-------- RECORDS TO PROCESS --------

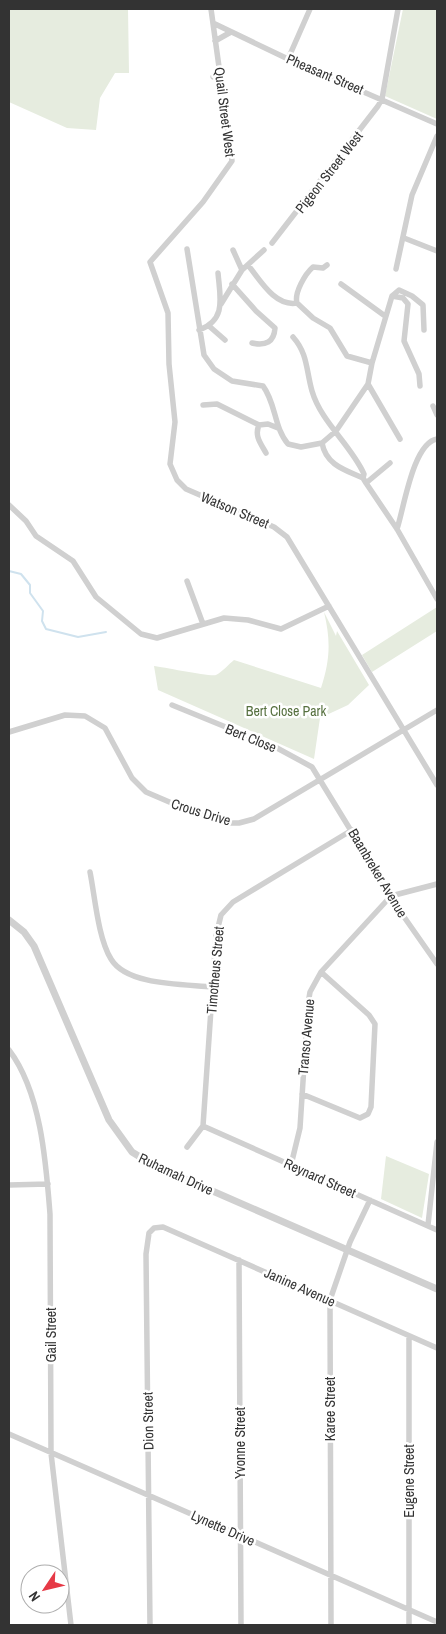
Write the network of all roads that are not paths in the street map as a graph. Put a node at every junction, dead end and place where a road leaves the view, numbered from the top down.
1 (211, 9) edge
2 (310, 9) edge
3 (398, 9) edge
4 (213, 23) junction
5 (231, 32) junction
6 (215, 41) junction
7 (288, 59) junction
8 (221, 76) junction
9 (213, 77) dead end
10 (382, 99) junction
11 (437, 124) edge
12 (437, 136) edge
13 (404, 238) junction
14 (272, 243) dead end
15 (187, 249) dead end
16 (233, 250) dead end
17 (264, 250) dead end
18 (437, 251) edge
19 (150, 262) joint
20 (248, 264) junction
21 (327, 265) dead end
22 (396, 269) dead end
23 (242, 270) junction
24 (218, 273) dead end
25 (232, 284) junction
26 (341, 284) dead end
27 (392, 296) junction
28 (297, 303) junction
29 (221, 304) junction
30 (385, 316) junction
31 (209, 326) junction
32 (199, 330) junction
33 (424, 330) dead end
34 (293, 337) dead end
35 (225, 340) dead end
36 (252, 343) dead end
37 (372, 363) junction
38 (368, 384) junction
39 (420, 386) dead end
40 (203, 405) dead end
41 (433, 406) dead end
42 (437, 415) edge
43 (259, 425) junction
44 (278, 428) junction
45 (336, 432) junction
46 (437, 438) edge
47 (400, 439) dead end
48 (322, 443) junction
49 (266, 453) dead end
50 (390, 463) dead end
51 (364, 481) junction
52 (9, 505) edge
53 (397, 529) junction
54 (187, 581) dead end
55 (437, 599) edge
56 (329, 606) junction
57 (203, 624) junction
58 (172, 705) dead end
59 (437, 710) edge
60 (403, 730) junction
61 (9, 732) edge
62 (321, 780) junction
63 (437, 785) edge
64 (352, 830) junction
65 (90, 872) dead end
66 (437, 884) edge
67 (391, 896) junction
68 (9, 920) edge
69 (437, 964) edge
70 (321, 972) junction
71 (213, 987) junction
72 (9, 1050) edge
73 (302, 1094) junction
74 (202, 1126) junction
75 (437, 1142) edge
76 (188, 1147) dead end
77 (291, 1166) junction
78 (48, 1184) junction
79 (9, 1185) edge
80 (370, 1200) junction
81 (428, 1226) junction
82 (163, 1227) joint
83 (437, 1230) edge
84 (348, 1250) junction
85 (239, 1260) junction
86 (437, 1289) edge
87 (330, 1300) junction
88 (409, 1336) junction
89 (437, 1348) edge
90 (9, 1434) edge
91 (51, 1453) junction
92 (149, 1496) junction
93 (240, 1536) junction
94 (330, 1574) junction
95 (409, 1610) junction
96 (437, 1622) edge
97 (71, 1625) edge
98 (150, 1625) edge
99 (241, 1625) edge
100 (331, 1625) edge
101 (409, 1625) edge

1 - 4 street, Quail Street West
2 - 7 street
3 - 10 street
4 - 5 street, Pheasant Street
4 - 6 street, Quail Street West
5 - 6 street
5 - 7 street, Pheasant Street
6 - 8 street, Quail Street West
7 - 10 street, Pheasant Street
8 - 9 street
8 - 19 street, Quail Street West
10 - 11 street, Pheasant Street
10 - 14 street, Pigeon Street West
12 - 13 street
13 - 18 street
13 - 22 street
15 - 32 street
16 - 23 street
17 - 20 street
19 - 56 street, Watson Street
20 - 23 street
20 - 28 street
21 - 28 street
23 - 25 street
24 - 29 street
25 - 29 street
25 - 36 street
26 - 30 street
27 - 30 street
27 - 33 street
27 - 39 street
28 - 37 street
29 - 31 street
30 - 37 street
31 - 32 street
31 - 35 street
32 - 44 street
34 - 45 street
37 - 38 street
38 - 45 street
38 - 47 street
40 - 43 street
41 - 42 street
43 - 44 street
43 - 49 street
44 - 48 street
45 - 48 street
45 - 51 street
46 - 53 street
48 - 51 street
50 - 51 street
51 - 53 street
52 - 57 street
53 - 55 street
54 - 57 street
56 - 57 street
56 - 60 street, Watson Street
58 - 62 street, Bert Close
59 - 60 street, Crous Drive
60 - 62 street, Crous Drive
60 - 63 street, Watson Street
61 - 62 street, Crous Drive
62 - 64 street, Baanbreker Avenue
64 - 67 street, Baanbreker Avenue
64 - 71 street, Timotheus Street
65 - 71 street
66 - 67 street
67 - 69 street, Baanbreker Avenue
67 - 70 street, Transo Avenue
68 - 84 street, Ruhamah Drive
70 - 73 street, Transo Avenue
70 - 73 street
71 - 74 street, Timotheus Street
72 - 78 street, Gail Street
73 - 77 street, Transo Avenue
74 - 76 street, Timotheus Street
74 - 77 street, Reynard Street
75 - 81 street
77 - 80 street, Reynard Street
78 - 79 street
78 - 91 street, Gail Street
80 - 81 street, Reynard Street
80 - 84 street, Karee Street
81 - 83 street, Reynard Street
82 - 85 street, Janine Avenue
82 - 92 street, Dion Street
84 - 86 street, Ruhamah Drive
84 - 87 street, Karee Street
85 - 87 street, Janine Avenue
85 - 93 street, Yvonne Street
87 - 88 street, Janine Avenue
87 - 94 street, Karee Street
88 - 89 street, Janine Avenue
88 - 95 street, Eugene Street
90 - 91 street, Lynette Drive
91 - 92 street, Lynette Drive
91 - 97 street, Gail Street
92 - 93 street, Lynette Drive
92 - 98 street, Dion Street
93 - 94 street, Lynette Drive
93 - 99 street, Yvonne Street
94 - 95 street, Lynette Drive
94 - 100 street, Karee Street
95 - 96 street, Lynette Drive
95 - 101 street, Eugene Street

--------

[EXERCISE] Please state how many lines in the preceding material contain the word "Janine", with no other output.

[TASK RESPONSE] 4